== Segment start ==

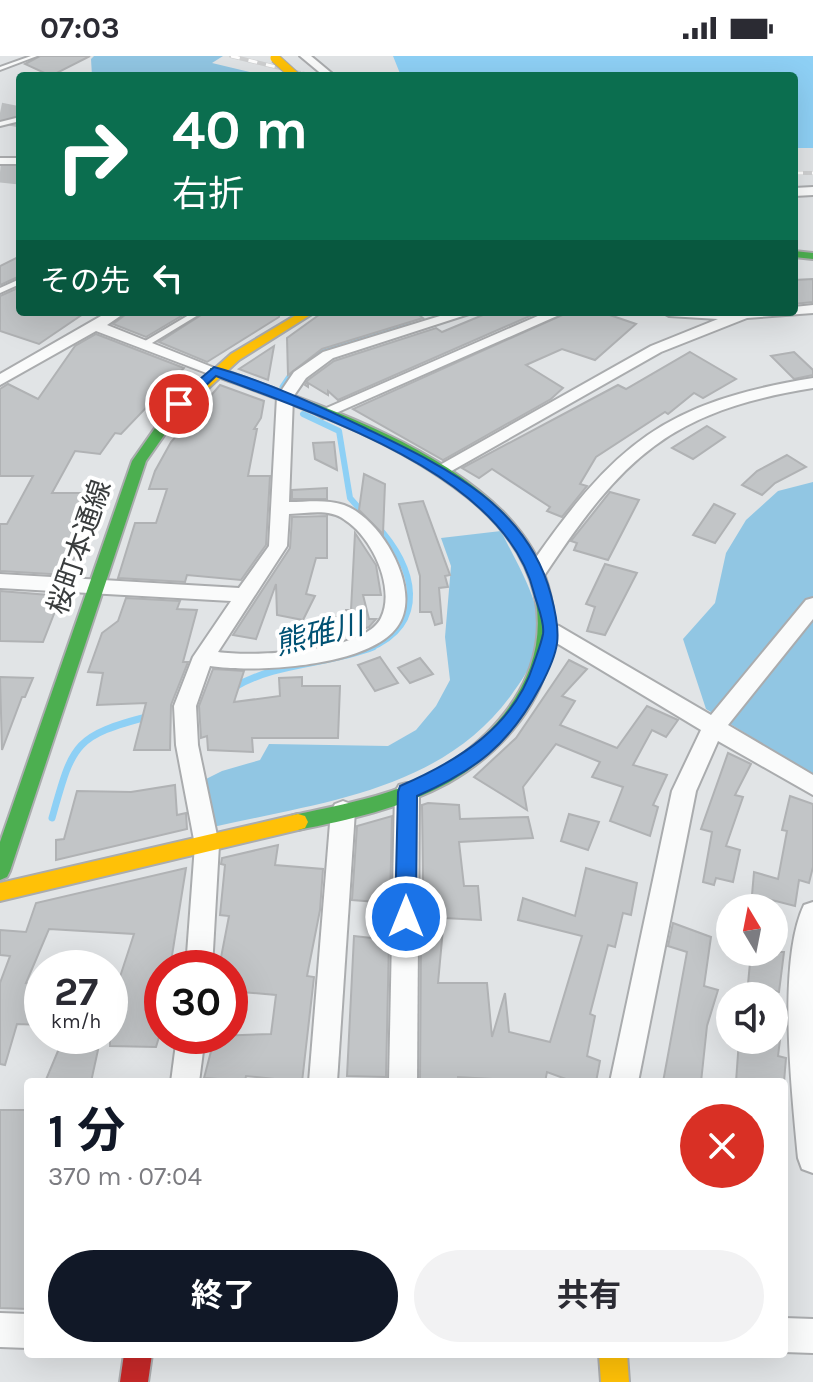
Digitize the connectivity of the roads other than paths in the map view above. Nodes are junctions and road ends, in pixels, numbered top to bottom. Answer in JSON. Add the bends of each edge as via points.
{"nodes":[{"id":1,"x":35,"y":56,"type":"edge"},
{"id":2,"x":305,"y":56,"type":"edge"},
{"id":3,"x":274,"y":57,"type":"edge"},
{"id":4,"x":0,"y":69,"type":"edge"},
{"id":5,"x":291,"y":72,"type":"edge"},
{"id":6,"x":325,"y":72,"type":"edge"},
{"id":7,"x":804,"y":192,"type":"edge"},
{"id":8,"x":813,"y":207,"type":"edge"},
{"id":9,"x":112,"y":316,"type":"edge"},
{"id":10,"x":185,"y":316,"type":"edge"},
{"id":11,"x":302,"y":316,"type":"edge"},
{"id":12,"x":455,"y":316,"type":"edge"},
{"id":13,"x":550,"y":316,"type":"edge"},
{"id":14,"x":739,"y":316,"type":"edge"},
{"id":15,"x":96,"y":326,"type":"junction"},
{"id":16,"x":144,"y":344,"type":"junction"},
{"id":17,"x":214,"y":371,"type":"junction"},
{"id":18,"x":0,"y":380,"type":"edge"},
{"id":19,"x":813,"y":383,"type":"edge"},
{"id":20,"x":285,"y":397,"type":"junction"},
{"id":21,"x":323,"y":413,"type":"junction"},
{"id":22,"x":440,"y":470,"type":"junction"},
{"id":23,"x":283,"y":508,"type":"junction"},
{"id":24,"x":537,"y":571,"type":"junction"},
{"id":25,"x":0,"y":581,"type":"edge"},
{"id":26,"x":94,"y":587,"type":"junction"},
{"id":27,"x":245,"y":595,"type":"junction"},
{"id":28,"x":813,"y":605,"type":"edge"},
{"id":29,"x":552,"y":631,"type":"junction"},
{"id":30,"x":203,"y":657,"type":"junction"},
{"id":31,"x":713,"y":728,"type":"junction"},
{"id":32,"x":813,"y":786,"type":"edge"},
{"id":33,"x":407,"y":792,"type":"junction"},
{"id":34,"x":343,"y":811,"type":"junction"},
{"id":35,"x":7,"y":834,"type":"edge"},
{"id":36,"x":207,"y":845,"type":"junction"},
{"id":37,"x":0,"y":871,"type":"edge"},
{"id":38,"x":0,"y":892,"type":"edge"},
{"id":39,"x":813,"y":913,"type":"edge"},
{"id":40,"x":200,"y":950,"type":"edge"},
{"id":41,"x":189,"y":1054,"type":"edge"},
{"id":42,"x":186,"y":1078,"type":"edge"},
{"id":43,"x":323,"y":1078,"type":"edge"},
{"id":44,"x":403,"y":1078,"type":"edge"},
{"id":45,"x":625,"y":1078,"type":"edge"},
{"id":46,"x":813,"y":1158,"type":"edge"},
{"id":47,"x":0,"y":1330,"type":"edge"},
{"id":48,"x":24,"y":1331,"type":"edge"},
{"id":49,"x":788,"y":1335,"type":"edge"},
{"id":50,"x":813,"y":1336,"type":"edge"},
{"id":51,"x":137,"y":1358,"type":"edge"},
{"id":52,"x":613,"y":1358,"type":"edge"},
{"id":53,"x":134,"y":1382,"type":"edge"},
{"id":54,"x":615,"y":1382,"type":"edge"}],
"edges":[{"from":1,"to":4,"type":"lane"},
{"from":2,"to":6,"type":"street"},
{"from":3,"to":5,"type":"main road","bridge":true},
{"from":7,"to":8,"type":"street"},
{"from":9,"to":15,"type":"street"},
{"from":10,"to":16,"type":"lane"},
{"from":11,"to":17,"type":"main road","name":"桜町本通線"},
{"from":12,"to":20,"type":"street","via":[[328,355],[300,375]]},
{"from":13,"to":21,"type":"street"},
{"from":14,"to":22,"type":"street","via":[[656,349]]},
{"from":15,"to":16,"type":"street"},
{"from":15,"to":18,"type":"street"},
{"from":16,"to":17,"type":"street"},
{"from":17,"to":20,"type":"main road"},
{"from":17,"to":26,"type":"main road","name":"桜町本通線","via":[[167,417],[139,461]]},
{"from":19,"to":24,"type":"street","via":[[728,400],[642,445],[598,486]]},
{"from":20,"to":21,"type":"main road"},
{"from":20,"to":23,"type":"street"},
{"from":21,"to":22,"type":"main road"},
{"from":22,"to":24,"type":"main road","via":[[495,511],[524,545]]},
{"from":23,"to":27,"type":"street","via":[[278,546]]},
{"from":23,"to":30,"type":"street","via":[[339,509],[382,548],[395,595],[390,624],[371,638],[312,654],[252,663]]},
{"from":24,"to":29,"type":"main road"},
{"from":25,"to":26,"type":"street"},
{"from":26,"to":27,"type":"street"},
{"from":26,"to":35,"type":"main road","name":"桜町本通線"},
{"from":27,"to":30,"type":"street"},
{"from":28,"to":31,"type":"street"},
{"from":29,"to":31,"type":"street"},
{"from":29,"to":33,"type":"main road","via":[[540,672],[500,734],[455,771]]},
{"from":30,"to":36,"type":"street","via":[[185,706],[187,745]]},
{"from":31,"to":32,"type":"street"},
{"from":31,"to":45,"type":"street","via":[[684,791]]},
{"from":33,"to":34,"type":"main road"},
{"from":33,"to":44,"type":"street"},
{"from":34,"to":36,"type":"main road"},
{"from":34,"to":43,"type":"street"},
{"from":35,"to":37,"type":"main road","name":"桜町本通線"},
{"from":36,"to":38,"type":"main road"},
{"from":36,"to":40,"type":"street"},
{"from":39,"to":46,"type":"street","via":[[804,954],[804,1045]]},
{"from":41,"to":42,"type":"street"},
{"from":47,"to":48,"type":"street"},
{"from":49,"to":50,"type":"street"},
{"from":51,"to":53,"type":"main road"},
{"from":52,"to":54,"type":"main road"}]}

== Segment end ==

■ **WHAT THE TASK REQUIRES**
All of the data above is to be repeated exactly, with the pictures left out.

■ **EXERCISE OUTPUT**
Digitize the connectivity of the roads other than paths in the map view above. Nodes are junctions and road ends, in pixels, numbered top to bottom. Answer in JSON. Add the bends of each edge as via points.
{"nodes":[{"id":1,"x":35,"y":56,"type":"edge"},
{"id":2,"x":305,"y":56,"type":"edge"},
{"id":3,"x":274,"y":57,"type":"edge"},
{"id":4,"x":0,"y":69,"type":"edge"},
{"id":5,"x":291,"y":72,"type":"edge"},
{"id":6,"x":325,"y":72,"type":"edge"},
{"id":7,"x":804,"y":192,"type":"edge"},
{"id":8,"x":813,"y":207,"type":"edge"},
{"id":9,"x":112,"y":316,"type":"edge"},
{"id":10,"x":185,"y":316,"type":"edge"},
{"id":11,"x":302,"y":316,"type":"edge"},
{"id":12,"x":455,"y":316,"type":"edge"},
{"id":13,"x":550,"y":316,"type":"edge"},
{"id":14,"x":739,"y":316,"type":"edge"},
{"id":15,"x":96,"y":326,"type":"junction"},
{"id":16,"x":144,"y":344,"type":"junction"},
{"id":17,"x":214,"y":371,"type":"junction"},
{"id":18,"x":0,"y":380,"type":"edge"},
{"id":19,"x":813,"y":383,"type":"edge"},
{"id":20,"x":285,"y":397,"type":"junction"},
{"id":21,"x":323,"y":413,"type":"junction"},
{"id":22,"x":440,"y":470,"type":"junction"},
{"id":23,"x":283,"y":508,"type":"junction"},
{"id":24,"x":537,"y":571,"type":"junction"},
{"id":25,"x":0,"y":581,"type":"edge"},
{"id":26,"x":94,"y":587,"type":"junction"},
{"id":27,"x":245,"y":595,"type":"junction"},
{"id":28,"x":813,"y":605,"type":"edge"},
{"id":29,"x":552,"y":631,"type":"junction"},
{"id":30,"x":203,"y":657,"type":"junction"},
{"id":31,"x":713,"y":728,"type":"junction"},
{"id":32,"x":813,"y":786,"type":"edge"},
{"id":33,"x":407,"y":792,"type":"junction"},
{"id":34,"x":343,"y":811,"type":"junction"},
{"id":35,"x":7,"y":834,"type":"edge"},
{"id":36,"x":207,"y":845,"type":"junction"},
{"id":37,"x":0,"y":871,"type":"edge"},
{"id":38,"x":0,"y":892,"type":"edge"},
{"id":39,"x":813,"y":913,"type":"edge"},
{"id":40,"x":200,"y":950,"type":"edge"},
{"id":41,"x":189,"y":1054,"type":"edge"},
{"id":42,"x":186,"y":1078,"type":"edge"},
{"id":43,"x":323,"y":1078,"type":"edge"},
{"id":44,"x":403,"y":1078,"type":"edge"},
{"id":45,"x":625,"y":1078,"type":"edge"},
{"id":46,"x":813,"y":1158,"type":"edge"},
{"id":47,"x":0,"y":1330,"type":"edge"},
{"id":48,"x":24,"y":1331,"type":"edge"},
{"id":49,"x":788,"y":1335,"type":"edge"},
{"id":50,"x":813,"y":1336,"type":"edge"},
{"id":51,"x":137,"y":1358,"type":"edge"},
{"id":52,"x":613,"y":1358,"type":"edge"},
{"id":53,"x":134,"y":1382,"type":"edge"},
{"id":54,"x":615,"y":1382,"type":"edge"}],
"edges":[{"from":1,"to":4,"type":"lane"},
{"from":2,"to":6,"type":"street"},
{"from":3,"to":5,"type":"main road","bridge":true},
{"from":7,"to":8,"type":"street"},
{"from":9,"to":15,"type":"street"},
{"from":10,"to":16,"type":"lane"},
{"from":11,"to":17,"type":"main road","name":"桜町本通線"},
{"from":12,"to":20,"type":"street","via":[[328,355],[300,375]]},
{"from":13,"to":21,"type":"street"},
{"from":14,"to":22,"type":"street","via":[[656,349]]},
{"from":15,"to":16,"type":"street"},
{"from":15,"to":18,"type":"street"},
{"from":16,"to":17,"type":"street"},
{"from":17,"to":20,"type":"main road"},
{"from":17,"to":26,"type":"main road","name":"桜町本通線","via":[[167,417],[139,461]]},
{"from":19,"to":24,"type":"street","via":[[728,400],[642,445],[598,486]]},
{"from":20,"to":21,"type":"main road"},
{"from":20,"to":23,"type":"street"},
{"from":21,"to":22,"type":"main road"},
{"from":22,"to":24,"type":"main road","via":[[495,511],[524,545]]},
{"from":23,"to":27,"type":"street","via":[[278,546]]},
{"from":23,"to":30,"type":"street","via":[[339,509],[382,548],[395,595],[390,624],[371,638],[312,654],[252,663]]},
{"from":24,"to":29,"type":"main road"},
{"from":25,"to":26,"type":"street"},
{"from":26,"to":27,"type":"street"},
{"from":26,"to":35,"type":"main road","name":"桜町本通線"},
{"from":27,"to":30,"type":"street"},
{"from":28,"to":31,"type":"street"},
{"from":29,"to":31,"type":"street"},
{"from":29,"to":33,"type":"main road","via":[[540,672],[500,734],[455,771]]},
{"from":30,"to":36,"type":"street","via":[[185,706],[187,745]]},
{"from":31,"to":32,"type":"street"},
{"from":31,"to":45,"type":"street","via":[[684,791]]},
{"from":33,"to":34,"type":"main road"},
{"from":33,"to":44,"type":"street"},
{"from":34,"to":36,"type":"main road"},
{"from":34,"to":43,"type":"street"},
{"from":35,"to":37,"type":"main road","name":"桜町本通線"},
{"from":36,"to":38,"type":"main road"},
{"from":36,"to":40,"type":"street"},
{"from":39,"to":46,"type":"street","via":[[804,954],[804,1045]]},
{"from":41,"to":42,"type":"street"},
{"from":47,"to":48,"type":"street"},
{"from":49,"to":50,"type":"street"},
{"from":51,"to":53,"type":"main road"},
{"from":52,"to":54,"type":"main road"}]}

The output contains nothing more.